- _Given data_
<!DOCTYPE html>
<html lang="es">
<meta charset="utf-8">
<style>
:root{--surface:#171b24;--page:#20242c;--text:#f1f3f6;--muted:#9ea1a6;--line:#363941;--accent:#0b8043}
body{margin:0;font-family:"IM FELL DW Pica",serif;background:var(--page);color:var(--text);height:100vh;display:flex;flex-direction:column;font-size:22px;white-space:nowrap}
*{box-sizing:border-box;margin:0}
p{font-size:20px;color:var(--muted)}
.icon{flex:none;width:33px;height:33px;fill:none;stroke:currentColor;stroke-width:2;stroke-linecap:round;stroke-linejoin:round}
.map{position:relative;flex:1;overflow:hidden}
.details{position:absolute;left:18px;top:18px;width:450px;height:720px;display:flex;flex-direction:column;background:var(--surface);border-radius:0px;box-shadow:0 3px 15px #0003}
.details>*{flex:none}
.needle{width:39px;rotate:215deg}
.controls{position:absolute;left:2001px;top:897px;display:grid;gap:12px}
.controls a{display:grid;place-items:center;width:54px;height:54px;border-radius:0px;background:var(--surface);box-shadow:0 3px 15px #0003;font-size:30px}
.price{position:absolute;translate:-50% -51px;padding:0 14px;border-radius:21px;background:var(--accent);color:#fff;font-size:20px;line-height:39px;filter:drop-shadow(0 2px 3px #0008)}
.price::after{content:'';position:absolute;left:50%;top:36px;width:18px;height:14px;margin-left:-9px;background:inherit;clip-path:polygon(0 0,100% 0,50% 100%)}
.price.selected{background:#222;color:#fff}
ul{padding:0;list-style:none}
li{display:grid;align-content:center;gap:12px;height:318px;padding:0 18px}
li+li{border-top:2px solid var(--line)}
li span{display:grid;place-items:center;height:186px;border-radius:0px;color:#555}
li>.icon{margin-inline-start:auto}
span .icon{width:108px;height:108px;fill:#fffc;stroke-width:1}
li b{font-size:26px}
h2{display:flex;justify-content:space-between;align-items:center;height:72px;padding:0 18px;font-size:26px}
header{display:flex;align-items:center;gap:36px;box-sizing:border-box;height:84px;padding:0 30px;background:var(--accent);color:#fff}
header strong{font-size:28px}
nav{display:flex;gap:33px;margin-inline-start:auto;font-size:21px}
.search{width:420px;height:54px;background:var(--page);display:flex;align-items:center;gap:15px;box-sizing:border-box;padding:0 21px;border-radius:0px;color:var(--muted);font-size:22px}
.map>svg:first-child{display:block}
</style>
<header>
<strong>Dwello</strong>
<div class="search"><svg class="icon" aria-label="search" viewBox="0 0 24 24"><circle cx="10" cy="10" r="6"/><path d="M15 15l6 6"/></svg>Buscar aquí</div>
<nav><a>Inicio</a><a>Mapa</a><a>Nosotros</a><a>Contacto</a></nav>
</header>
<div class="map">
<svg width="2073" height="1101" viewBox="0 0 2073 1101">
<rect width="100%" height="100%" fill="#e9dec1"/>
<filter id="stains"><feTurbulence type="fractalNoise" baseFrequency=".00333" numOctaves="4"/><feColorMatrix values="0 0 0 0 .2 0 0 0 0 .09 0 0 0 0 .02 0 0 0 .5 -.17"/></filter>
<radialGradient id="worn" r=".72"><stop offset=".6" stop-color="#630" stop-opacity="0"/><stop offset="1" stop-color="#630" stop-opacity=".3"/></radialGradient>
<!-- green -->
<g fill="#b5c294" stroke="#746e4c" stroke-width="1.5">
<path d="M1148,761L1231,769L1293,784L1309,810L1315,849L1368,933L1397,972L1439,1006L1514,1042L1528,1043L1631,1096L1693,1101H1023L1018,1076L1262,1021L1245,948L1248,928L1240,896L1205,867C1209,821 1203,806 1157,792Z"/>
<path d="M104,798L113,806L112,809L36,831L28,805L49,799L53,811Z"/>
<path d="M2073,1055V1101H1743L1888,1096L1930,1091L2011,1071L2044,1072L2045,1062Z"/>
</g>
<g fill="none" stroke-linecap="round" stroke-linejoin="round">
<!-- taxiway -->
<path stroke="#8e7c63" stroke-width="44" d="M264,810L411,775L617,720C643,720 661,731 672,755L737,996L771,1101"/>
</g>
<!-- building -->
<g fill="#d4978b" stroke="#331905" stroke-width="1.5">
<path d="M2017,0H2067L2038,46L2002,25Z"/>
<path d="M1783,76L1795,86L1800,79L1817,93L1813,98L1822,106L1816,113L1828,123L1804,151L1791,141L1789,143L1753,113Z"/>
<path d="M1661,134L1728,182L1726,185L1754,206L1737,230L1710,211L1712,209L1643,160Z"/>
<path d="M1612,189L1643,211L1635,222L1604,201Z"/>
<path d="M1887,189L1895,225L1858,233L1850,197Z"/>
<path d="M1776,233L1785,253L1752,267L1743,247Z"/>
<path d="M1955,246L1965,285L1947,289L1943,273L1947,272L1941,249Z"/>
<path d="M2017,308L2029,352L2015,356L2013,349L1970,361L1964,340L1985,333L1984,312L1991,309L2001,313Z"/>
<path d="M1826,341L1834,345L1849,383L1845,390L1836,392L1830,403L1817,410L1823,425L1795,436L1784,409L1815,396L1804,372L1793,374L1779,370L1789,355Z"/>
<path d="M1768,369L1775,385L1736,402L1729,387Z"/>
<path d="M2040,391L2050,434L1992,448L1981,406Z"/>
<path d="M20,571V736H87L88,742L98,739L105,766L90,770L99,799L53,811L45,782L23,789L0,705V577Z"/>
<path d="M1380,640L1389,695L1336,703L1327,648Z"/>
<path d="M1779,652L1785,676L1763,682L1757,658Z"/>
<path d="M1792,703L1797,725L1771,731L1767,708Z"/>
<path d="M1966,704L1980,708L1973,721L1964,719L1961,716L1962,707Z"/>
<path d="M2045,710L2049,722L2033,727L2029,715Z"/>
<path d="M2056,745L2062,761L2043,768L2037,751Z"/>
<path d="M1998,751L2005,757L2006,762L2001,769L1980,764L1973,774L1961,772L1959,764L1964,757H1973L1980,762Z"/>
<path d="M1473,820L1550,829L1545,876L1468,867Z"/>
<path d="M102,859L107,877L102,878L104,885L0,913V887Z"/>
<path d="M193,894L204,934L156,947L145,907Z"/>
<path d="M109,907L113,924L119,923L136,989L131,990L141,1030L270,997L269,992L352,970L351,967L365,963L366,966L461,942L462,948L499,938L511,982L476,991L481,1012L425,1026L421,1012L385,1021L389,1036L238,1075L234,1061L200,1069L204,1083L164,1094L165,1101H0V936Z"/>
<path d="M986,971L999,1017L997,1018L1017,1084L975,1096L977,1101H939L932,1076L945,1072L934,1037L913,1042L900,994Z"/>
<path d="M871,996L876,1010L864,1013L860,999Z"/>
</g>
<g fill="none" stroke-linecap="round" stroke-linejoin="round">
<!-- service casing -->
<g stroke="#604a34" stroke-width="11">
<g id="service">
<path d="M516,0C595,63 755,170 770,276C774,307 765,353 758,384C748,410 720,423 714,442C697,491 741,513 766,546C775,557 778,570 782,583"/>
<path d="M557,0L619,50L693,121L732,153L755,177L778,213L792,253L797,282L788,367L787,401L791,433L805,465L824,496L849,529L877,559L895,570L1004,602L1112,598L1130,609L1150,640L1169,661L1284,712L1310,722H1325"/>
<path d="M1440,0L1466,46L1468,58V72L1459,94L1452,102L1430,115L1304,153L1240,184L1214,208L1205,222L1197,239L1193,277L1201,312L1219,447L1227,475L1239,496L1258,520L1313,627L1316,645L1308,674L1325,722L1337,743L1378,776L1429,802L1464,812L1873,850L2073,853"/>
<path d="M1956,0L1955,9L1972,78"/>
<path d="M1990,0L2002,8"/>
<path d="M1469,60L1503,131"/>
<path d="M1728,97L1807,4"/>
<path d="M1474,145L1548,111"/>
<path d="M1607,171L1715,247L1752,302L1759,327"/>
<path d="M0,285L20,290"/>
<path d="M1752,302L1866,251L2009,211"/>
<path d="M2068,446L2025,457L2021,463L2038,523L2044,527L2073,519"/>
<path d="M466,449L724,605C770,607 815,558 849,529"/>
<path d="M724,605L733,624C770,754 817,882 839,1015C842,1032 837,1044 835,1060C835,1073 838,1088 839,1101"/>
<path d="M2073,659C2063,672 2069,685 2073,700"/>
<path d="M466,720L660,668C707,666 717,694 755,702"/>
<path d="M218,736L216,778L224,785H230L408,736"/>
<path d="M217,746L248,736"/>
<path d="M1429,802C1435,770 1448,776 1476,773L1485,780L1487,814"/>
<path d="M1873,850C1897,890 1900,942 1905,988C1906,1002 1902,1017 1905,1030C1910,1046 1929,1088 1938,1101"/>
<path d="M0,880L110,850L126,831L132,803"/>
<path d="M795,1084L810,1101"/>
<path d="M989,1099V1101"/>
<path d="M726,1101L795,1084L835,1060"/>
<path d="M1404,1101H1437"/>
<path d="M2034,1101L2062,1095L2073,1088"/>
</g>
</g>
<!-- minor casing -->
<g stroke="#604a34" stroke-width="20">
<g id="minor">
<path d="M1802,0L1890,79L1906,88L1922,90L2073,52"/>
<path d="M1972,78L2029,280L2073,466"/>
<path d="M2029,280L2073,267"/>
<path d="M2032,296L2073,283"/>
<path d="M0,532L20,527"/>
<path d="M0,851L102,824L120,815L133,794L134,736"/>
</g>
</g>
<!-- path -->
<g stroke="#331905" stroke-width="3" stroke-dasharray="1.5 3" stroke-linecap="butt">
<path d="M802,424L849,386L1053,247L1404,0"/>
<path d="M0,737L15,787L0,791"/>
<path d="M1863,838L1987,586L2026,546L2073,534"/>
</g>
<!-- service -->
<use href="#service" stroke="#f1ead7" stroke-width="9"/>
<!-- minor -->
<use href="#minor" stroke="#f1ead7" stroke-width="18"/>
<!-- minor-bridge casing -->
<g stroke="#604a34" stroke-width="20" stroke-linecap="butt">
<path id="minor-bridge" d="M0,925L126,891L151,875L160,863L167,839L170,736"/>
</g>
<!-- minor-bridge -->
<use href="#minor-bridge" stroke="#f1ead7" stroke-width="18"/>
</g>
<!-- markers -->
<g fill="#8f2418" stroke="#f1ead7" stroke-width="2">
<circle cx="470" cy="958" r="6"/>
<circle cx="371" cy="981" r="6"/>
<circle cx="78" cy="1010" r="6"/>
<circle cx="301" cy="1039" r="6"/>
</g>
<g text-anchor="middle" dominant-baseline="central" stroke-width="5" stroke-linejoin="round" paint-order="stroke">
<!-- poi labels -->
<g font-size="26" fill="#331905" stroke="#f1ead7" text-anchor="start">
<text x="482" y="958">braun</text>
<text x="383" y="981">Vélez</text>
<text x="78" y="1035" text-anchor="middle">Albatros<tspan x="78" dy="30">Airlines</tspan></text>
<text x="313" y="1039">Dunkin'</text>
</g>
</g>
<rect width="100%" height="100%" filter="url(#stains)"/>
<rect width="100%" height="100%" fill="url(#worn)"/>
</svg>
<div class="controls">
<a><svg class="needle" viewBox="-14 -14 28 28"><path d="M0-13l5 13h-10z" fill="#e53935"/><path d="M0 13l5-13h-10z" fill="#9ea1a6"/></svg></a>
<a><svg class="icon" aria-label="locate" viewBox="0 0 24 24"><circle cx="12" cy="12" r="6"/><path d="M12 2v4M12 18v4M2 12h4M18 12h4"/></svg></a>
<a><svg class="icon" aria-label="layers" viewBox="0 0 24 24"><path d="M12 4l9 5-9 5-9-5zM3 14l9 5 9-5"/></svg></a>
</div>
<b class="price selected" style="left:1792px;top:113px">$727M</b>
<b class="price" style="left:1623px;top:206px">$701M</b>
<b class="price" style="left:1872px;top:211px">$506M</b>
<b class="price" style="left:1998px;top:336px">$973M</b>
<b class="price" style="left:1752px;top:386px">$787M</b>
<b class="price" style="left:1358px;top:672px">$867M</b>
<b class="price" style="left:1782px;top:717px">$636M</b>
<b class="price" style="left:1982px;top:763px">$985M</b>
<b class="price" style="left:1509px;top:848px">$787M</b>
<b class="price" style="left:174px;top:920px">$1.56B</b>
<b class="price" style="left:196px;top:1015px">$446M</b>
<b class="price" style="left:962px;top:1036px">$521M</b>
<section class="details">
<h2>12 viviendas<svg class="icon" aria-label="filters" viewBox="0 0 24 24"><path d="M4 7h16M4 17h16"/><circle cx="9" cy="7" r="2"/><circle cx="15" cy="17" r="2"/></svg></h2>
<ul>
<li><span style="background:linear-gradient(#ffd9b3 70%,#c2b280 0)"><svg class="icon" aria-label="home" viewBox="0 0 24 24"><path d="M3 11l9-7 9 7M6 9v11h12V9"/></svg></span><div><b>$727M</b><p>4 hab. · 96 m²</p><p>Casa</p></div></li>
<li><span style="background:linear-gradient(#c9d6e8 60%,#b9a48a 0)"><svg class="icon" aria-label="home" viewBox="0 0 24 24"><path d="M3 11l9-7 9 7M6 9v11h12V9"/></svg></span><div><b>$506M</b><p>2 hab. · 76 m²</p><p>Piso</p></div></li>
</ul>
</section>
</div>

- _Task to complete_
Throughout the records above, find the lines in which the word "direction" appears and return them.

- _Task result_
body{margin:0;font-family:"IM FELL DW Pica",serif;background:var(--page);color:var(--text);height:100vh;display:flex;flex-direction:column;font-size:22px;white-space:nowrap}
.details{position:absolute;left:18px;top:18px;width:450px;height:720px;display:flex;flex-direction:column;background:var(--surface);border-radius:0px;box-shadow:0 3px 15px #0003}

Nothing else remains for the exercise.